▶ WHAT THE TASK ASKS:
If a line in the data below contains "points", copy it.

▶ TASK INPUTS:
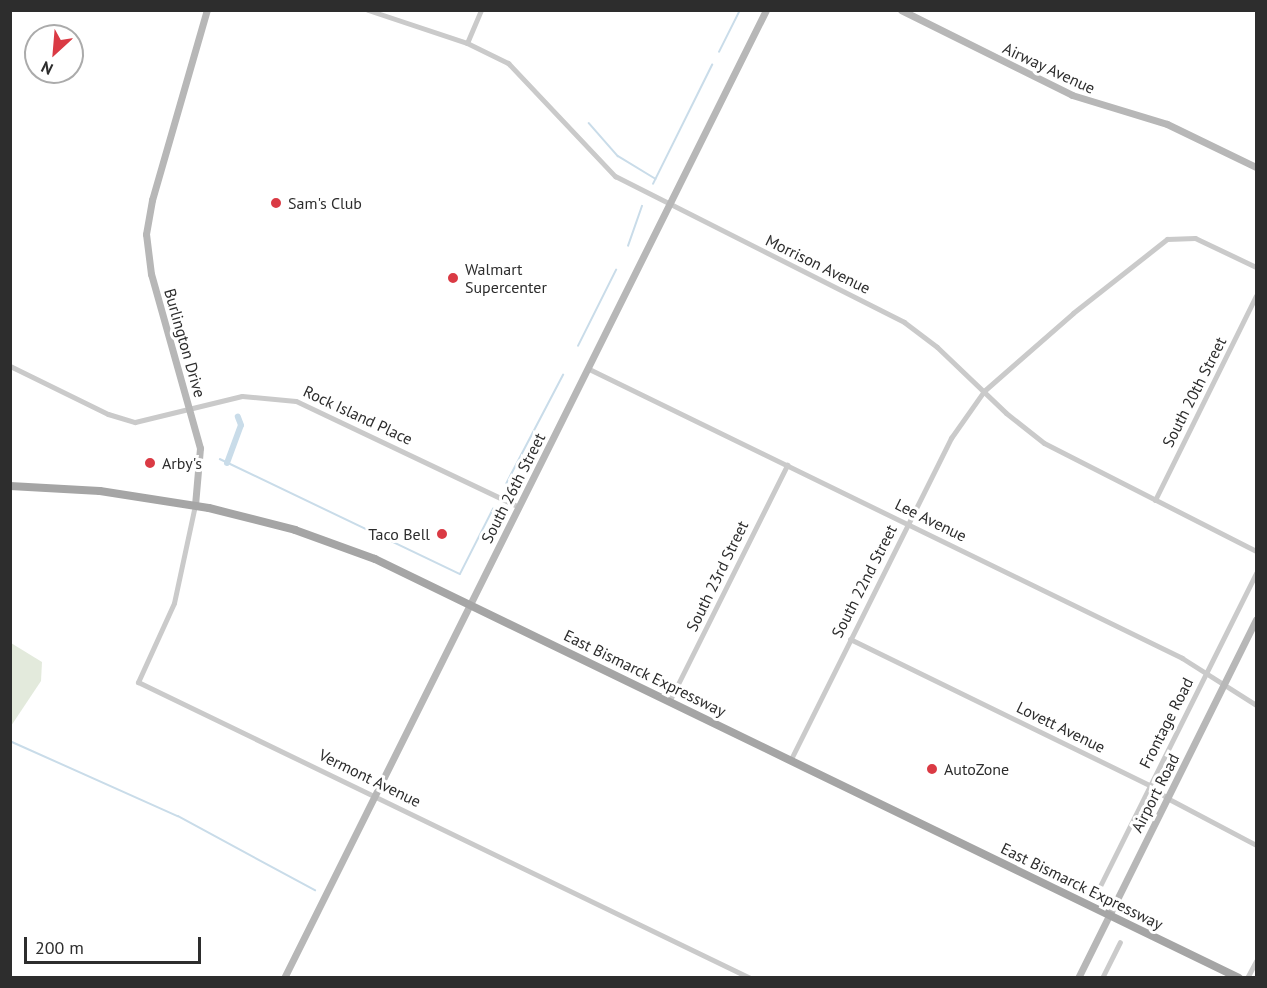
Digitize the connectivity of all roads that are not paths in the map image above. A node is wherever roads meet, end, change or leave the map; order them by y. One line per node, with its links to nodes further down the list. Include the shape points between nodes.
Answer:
1 (207, 10): 14 (street, Burlington Drive, via 152,200 146,234 151,274)
2 (368, 10): 6 (street, Morrison Avenue)
3 (481, 10): 6 (street)
4 (766, 10): 8 (street, South 26th Street)
5 (901, 10): 7 (street, Airway Avenue, via 1082,100 1167,124)
6 (467, 43): 8 (street, Morrison Avenue, via 518,70 611,173)
7 (1257, 167)
8 (669, 205): 12 (street, South 26th Street); 13 (street, Morrison Avenue, via 904,322)
9 (1257, 267): 13 (street, South 22nd Street, via 1189,237 1167,239)
10 (1257, 296): 17 (street, South 20th Street)
11 (10, 366): 14 (street, Rock Island Place, via 121,419 145,421)
12 (589, 369): 15 (street, Lee Avenue); 19 (street, South 26th Street)
13 (984, 391): 17 (street, Morrison Avenue, via 1044,443); 20 (street, South 22nd Street, via 957,428)
14 (190, 410): 18 (street, Burlington Drive, via 200,454); 19 (street, Rock Island Place, via 242,396 296,401)
15 (787, 465): 20 (street, Lee Avenue); 29 (street, South 23rd Street)
16 (10, 486): 18 (main road, East Bismarck Expressway, via 106,492)
17 (1155, 500): 21 (street, Morrison Avenue)
18 (195, 505): 23 (main road, East Bismarck Expressway, via 317,537); 27 (street, Burlington Drive, via 171,613)
19 (519, 507): 23 (street, South 26th Street)
20 (908, 524): 25 (street, South 22nd Street); 26 (street, Lee Avenue)
21 (1257, 551)
22 (1257, 573): 26 (street, Frontage Road)
23 (471, 602): 29 (main road, East Bismarck Expressway); 33 (street, South 26th Street)
24 (1257, 620): 28 (street, Airport Road)
25 (850, 639): 31 (street, South 22nd Street); 32 (street, Lovett Avenue)
26 (1207, 673): 28 (street, Lee Avenue); 32 (street, Frontage Road)
27 (138, 682): 33 (street, Vermont Avenue)
28 (1224, 685): 30 (street, Lee Avenue); 34 (street, Airport Road)
29 (670, 700): 31 (main road, East Bismarck Expressway)
30 (1257, 705)
31 (791, 759): 37 (main road, East Bismarck Expressway)
32 (1150, 785): 34 (street, Lovett Avenue); 36 (street, Frontage Road)
33 (376, 795): 40 (street, South 26th Street); 41 (street, Vermont Avenue)
34 (1167, 798): 35 (street, Lovett Avenue); 37 (street, Airport Road)
35 (1257, 845)
36 (1100, 886)
37 (1110, 914): 42 (street, Airport Road); 44 (main road, East Bismarck Expressway)
38 (1120, 942): 43 (street)
39 (1257, 961): 45 (street)
40 (284, 978)
41 (750, 978)
42 (1078, 978)
43 (1102, 978)
44 (1239, 978)
45 (1247, 978)

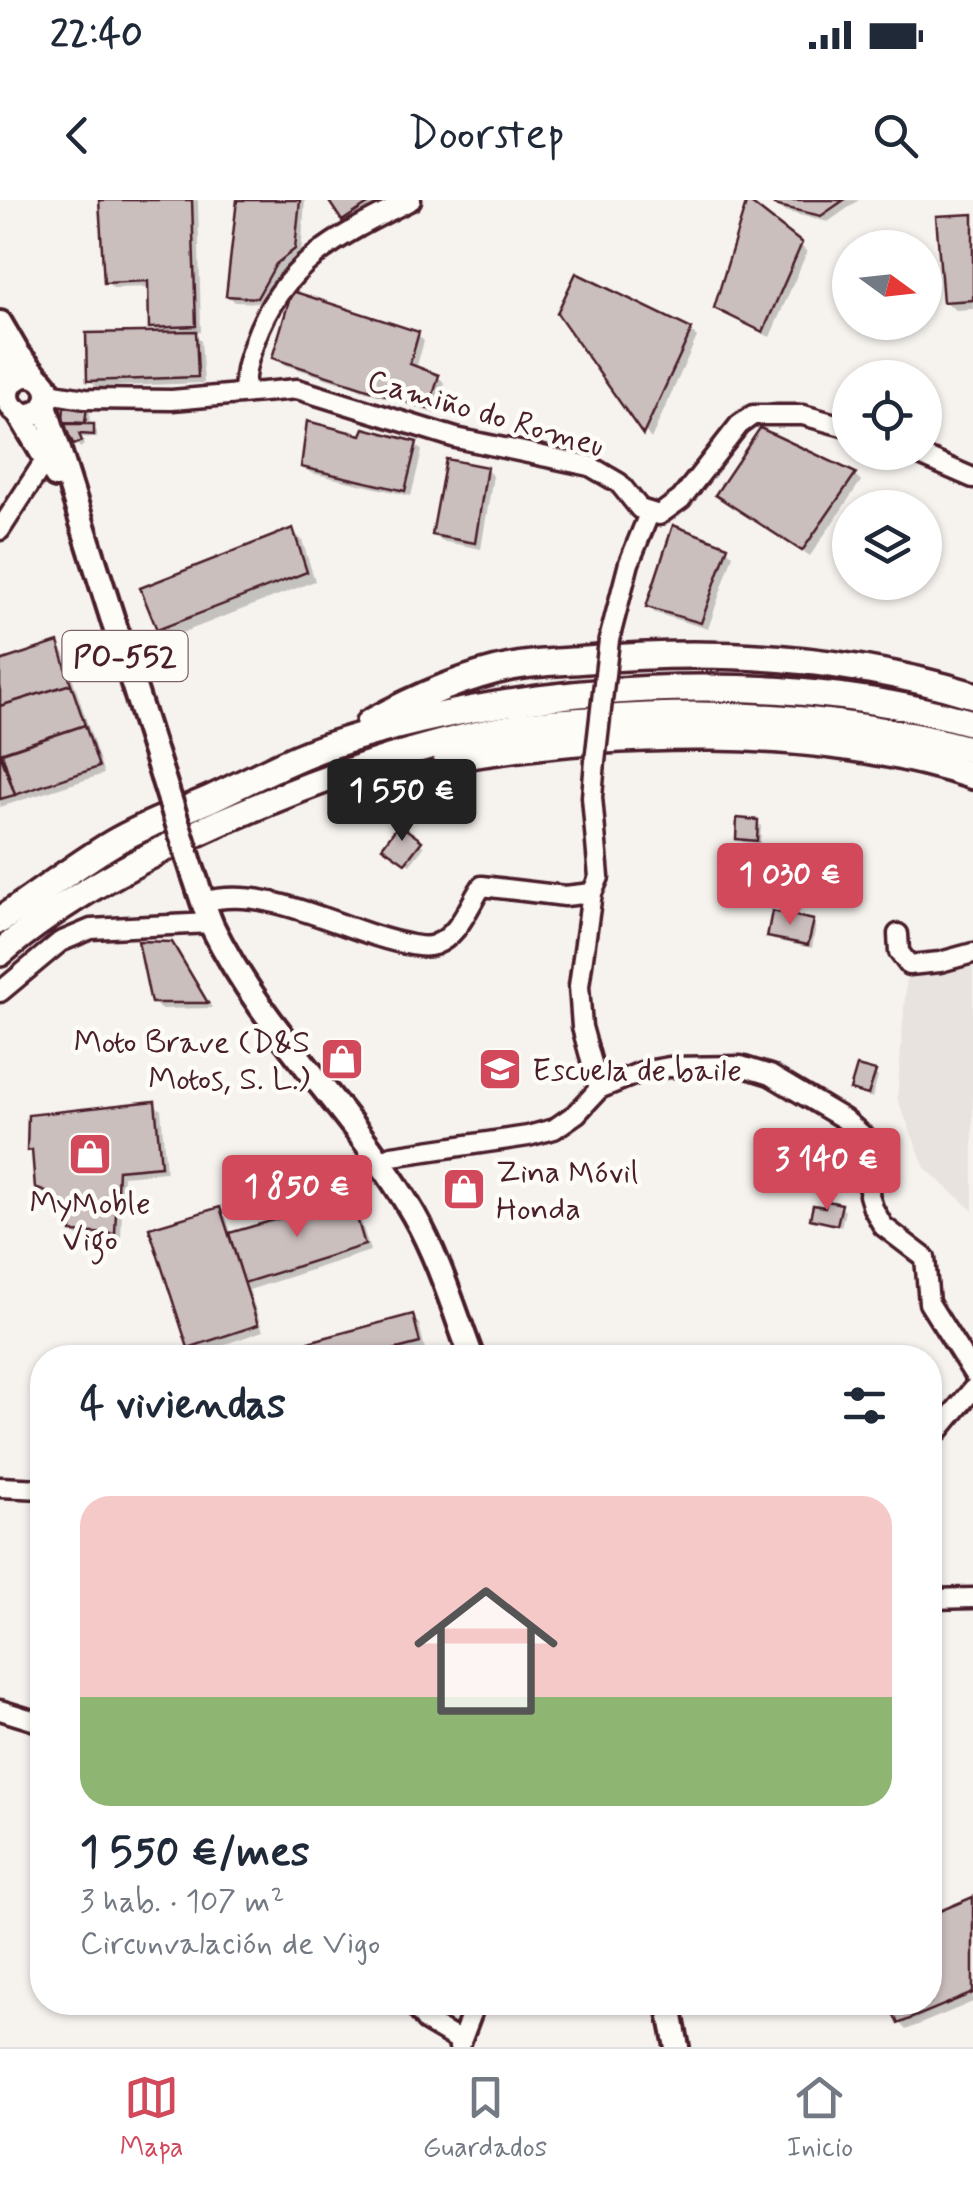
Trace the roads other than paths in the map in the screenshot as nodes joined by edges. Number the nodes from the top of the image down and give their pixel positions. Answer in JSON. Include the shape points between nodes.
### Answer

▶ ANSWER TO THE EXERCISE:
Digitize the connectivity of all roads that are not paths in the map image above. A node is wherever roads meet, end, change or leave the map; order them by y. One line per node, with its links to nodes further down the list. Include the shape points between nodes.
Trace the roads other than paths in the map in the screenshot as nodes joined by edges. Number the nodes from the top of the image down and give their pixel positions. Answer in JSON. Include the shape points between nodes.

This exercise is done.